Russian police have cracked down fiercely on demonstrators in central Moscow, arresting more than 1,000 people who were protesting against the exclusion of some opposition candidates from an upcoming election to the city council.
Police confronted protesters around the mayor’s office, sometimes charging into the crowd with their batons raised. State news agencies Tass and RIA-Novosti cited police as saying 1,074 were arrested over the course of the protests, which lasted more than seven hours.
Along with the arrests of the mostly young demonstrators, several opposition activists who wanted to run for the council were detained throughout the city before the protest.
Alexei Navalny, Russia’s most prominent opposition figure, was sentenced on Wednesday to 30 days in jail for calling an unauthorised protest.
The protesters, who police said numbered about 3,500, shouted slogans including “Russia will be free” and “Who are you beating?”
One young woman was seen bleeding heavily after being struck on the head.
Helmeted police also barged into Navalny’s video studio as it was conducting a YouTube broadcast of the protest and arrested programme leader Vladimir Milonov.
In addition, police searched Dozhd, an internet TV station that was covering the protest, and its editor-in-chief Alexandra Perepelova was ordered to undergo questioning at the Investigative Committee.
Police eventually dispersed protesters from the area of the mayor’s office, but many demonstrators reassembled at a square nearby, where new arrests began.
Police were seen beating some to the ground with wide truncheon swings while other demonstrators tried to push them away.
Before the protest, several opposition members were detained, including Ilya Yashin, Dmitry Gudkov, Lyubov Sobol and top Navalny associate Ivan Zhdanov.

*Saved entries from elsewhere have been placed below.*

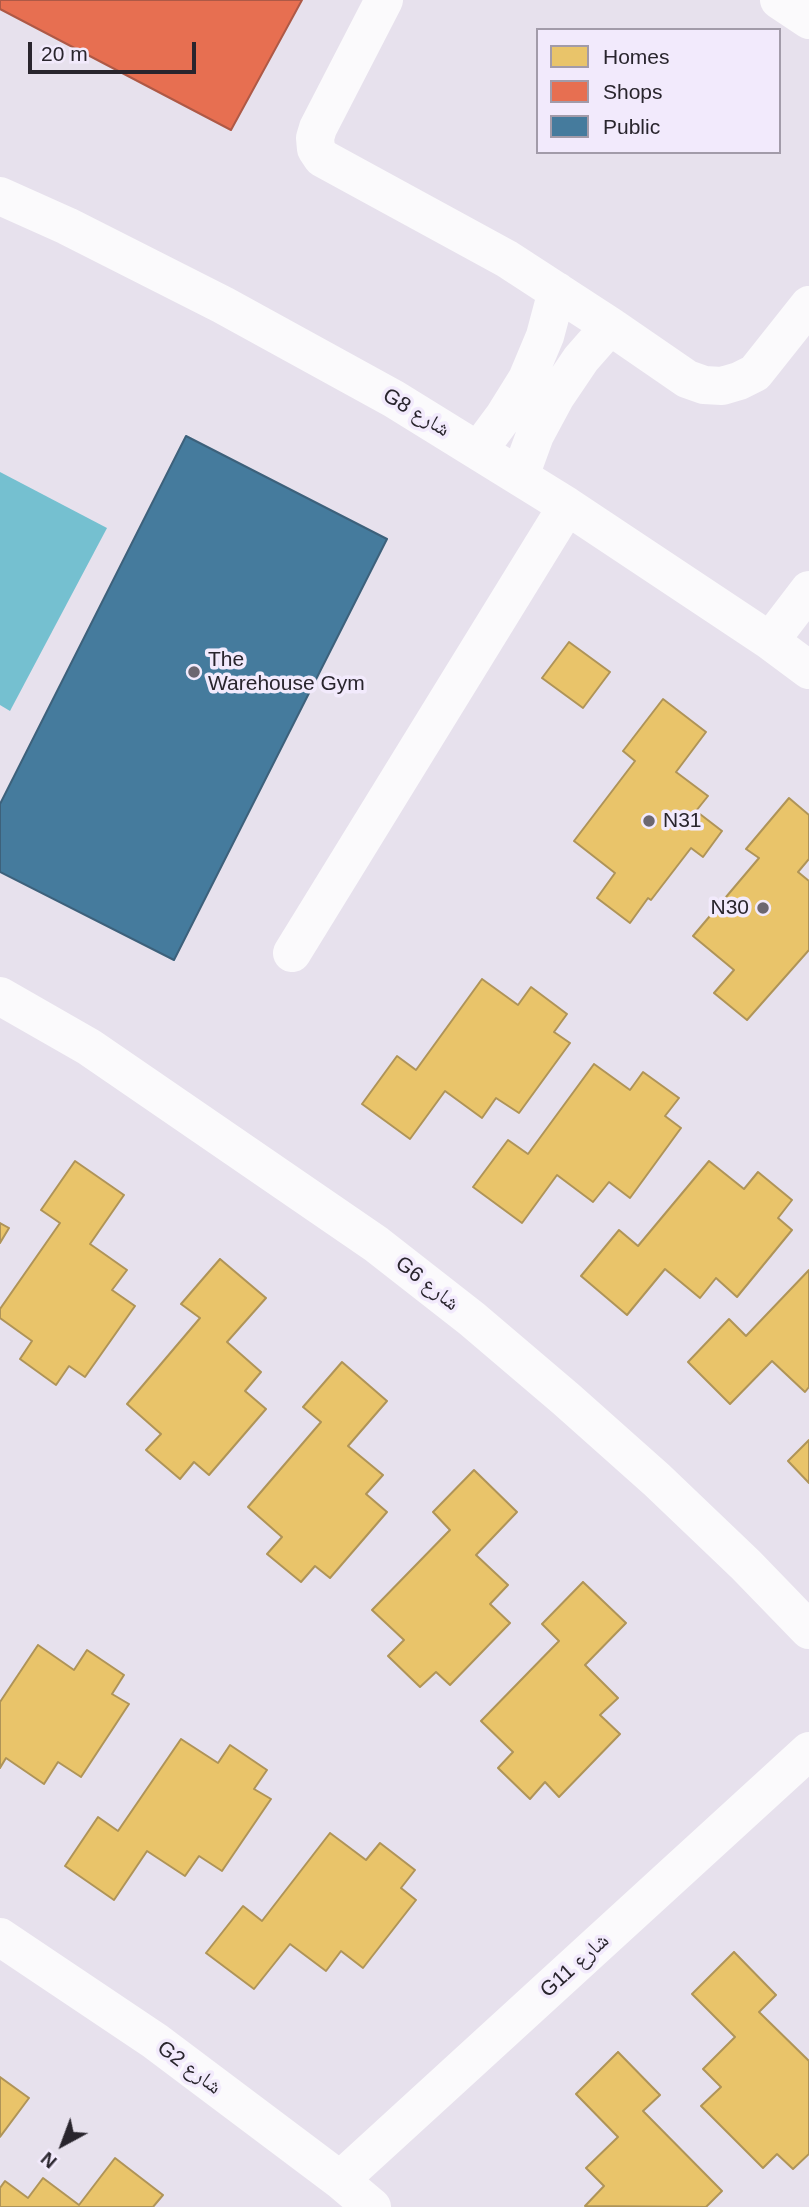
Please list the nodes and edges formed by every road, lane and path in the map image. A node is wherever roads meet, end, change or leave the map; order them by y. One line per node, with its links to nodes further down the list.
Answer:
1 (384, 0): 5 (street)
2 (779, 0): 3 (street)
3 (809, 20)
4 (0, 196): 8 (street, G8 شارع)
5 (557, 291): 7 (street); 8 (street)
6 (809, 305): 7 (street)
7 (610, 326): 9 (street)
8 (478, 451): 9 (street, G8 شارع)
9 (520, 476): 10 (street, G8 شارع)
10 (567, 506): 12 (street, G8 شارع); 14 (street)
11 (809, 590): 12 (street)
12 (770, 641): 13 (street, G8 شارع)
13 (809, 670)
14 (292, 953)
15 (0, 996): 16 (street, G6 شارع)
16 (809, 1630)
17 (809, 1751): 19 (street, G11 شارع)
18 (0, 1937): 19 (street, G2 شارع)
19 (340, 2180): 20 (street, G2 شارع)
20 (372, 2207)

All were released later in the day and Zhdanov and Sobol went to the relocated protest and were detained again.
There was no immediate information on what charges the detainees might face.
Once a local, low-key affair, the September vote for Moscow’s city council has shaken up Russia’s political scene as the Kremlin struggles with how to deal with strongly opposing views in its sprawling capital of 12.6 million.
The decision by electoral authorities to bar some opposition candidates from running for having allegedly insufficient signatures on their nominating petitions had already sparked several days of demonstrations even before Saturday’s clashes in Moscow.
The city council, which has 45 seats, is responsible for a large municipal budget and is now controlled by the pro-Kremlin United Russia party.
All of its seats, which have a five-year-term, are up for grabs in the September 8 vote.